I was playing an old autumn centric playlist in preparation for the best season of the year. A track from Glen Hansard and Marketa Irglova from the "Once" soundtrack kicked on and - like all good songs will do - it immediately transported me back to a specific time and place.
When we lived in Houston, together Jill and I got our taste for independent film. There were a few art houses and Landmark theatres we frequented to get our fix. One of which was the Greenway Plaza cinema that resided just a couple blocks from our apartment.
Greenway was like a speakeasy cinema of sorts. (At least that's how I liked to categorize it in my brain.) It lived underground, beneath an office complex. You had to park in the underground lot to access the theatre.
It was a no frills theatre.
Twenty screens? Try two.
Theatre style seating? What's that?
Wait service? Are you kidding? Get off your ass and get the popcorn yourself.
We loved it. It was our generation's version of a classic theatre. It even had those seats that offer two positions --> 'uncomfortable incline' and 'don't you dare touch the back of your head to the back of the crusty seat recline.'
Oh, and to be clear, this was during our pre Rory era. Now all film viewing comes courtesy of Netflix.
So we're looking thru the alternative weekly paper (yeah, a paper!) one Friday and Jill lands on this film opening at Greenway called "Once."
"I've read good things about this one. What do you think?"
I look at the ad. "It's Irish."
"I don't want to read subtitles tonight."
(I'm just kidding. That's not how it went down. Jill didn't marry a moron. Though, what if she did? What if - all along - I've been just smart enough to distract her from my idiocy? It's possible...)
So we hit the film.
And, you know, sometimes you come out of a theatre - maybe more often than not - and you have a different take than those w/ whom you attended the movie? You loved it, but your friend was nonplussed about it. You despised it and your spouse fell asleep...
Well, "Once" struck a nerve w/ both Jilly and me - the same nerve. We were both blown away by the unique story delivery. It over-delivered and left a lasting impression on us both. So much so that we immediately picked up the soundtrack (a win!) and years later saw the Broadway musical (a stinker).
So, as I'm driving today, listening to my "Fall 08" playlist, "When Your Minds Made Up" kicks on and I'm immediately (IMMEDIATELY) propelled back to that theatre w/ my wife. That feeling of being together on the anticipatory drive to the theatre, sitting beside one another engrossed in the film, and even the walk back to the car in the cavernous underground lot.

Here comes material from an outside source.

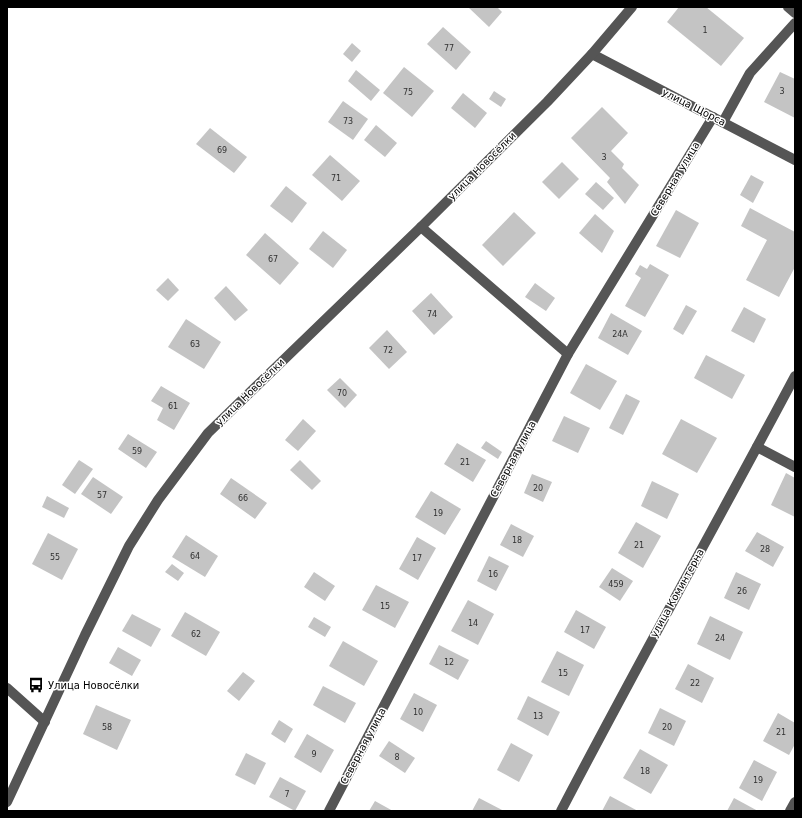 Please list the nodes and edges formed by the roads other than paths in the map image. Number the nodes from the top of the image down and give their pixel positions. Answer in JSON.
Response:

I don't want to overhype the experience. It wasn't a momentous occasion at the time.
But, now, in the rear view, it appears to be so. It's like your vehicle's side view mirror message - "Memories may appear more emotionally charged."
And if not for Jill's suggestion, I wouldn't have this emotional tie to this film's music. I wouldn't have...
The reality is if I want to go down the path of 'if not for Jill, I wouldn't have,' this would be a much longer post than anyone would want to read (though likely equal parts painful and therapeutic for me).
Instead, the perspective my brain took was of our now and our future. More specifically, what am I missing - what am I going to miss now that I don't have my wife, my best friend to suggest that movie in the alt weekly? What's flying by while I obliviously go down whatever ignorant path I'm on? And more, what's Ro missing? What am I not showing/offering/teaching her that would have been delivered by her mommy? I often think about that.
I mean, do we just have to accept that our lives will never be as rich and fulfilling as they would have been if Jill Marie were w/ us every step of the way?
In my mind, that's real. That's the truth. Shit's not better w/o.
I guess the case can be made that it's just 'different.' But, that's a cop out.
If I give a hard look at the truth, what reflects back is 'less than.' My existence is less than it was w/ Jill in it. And some days I can accept that more than others. Scratch that. The more accurate line here is that some days I don't acknowledge my reality thru this prism. This is when temporary ignorance is bliss.
And how blissful is my ignorance?
It ain't as blissful as it used to be. And that's a fact.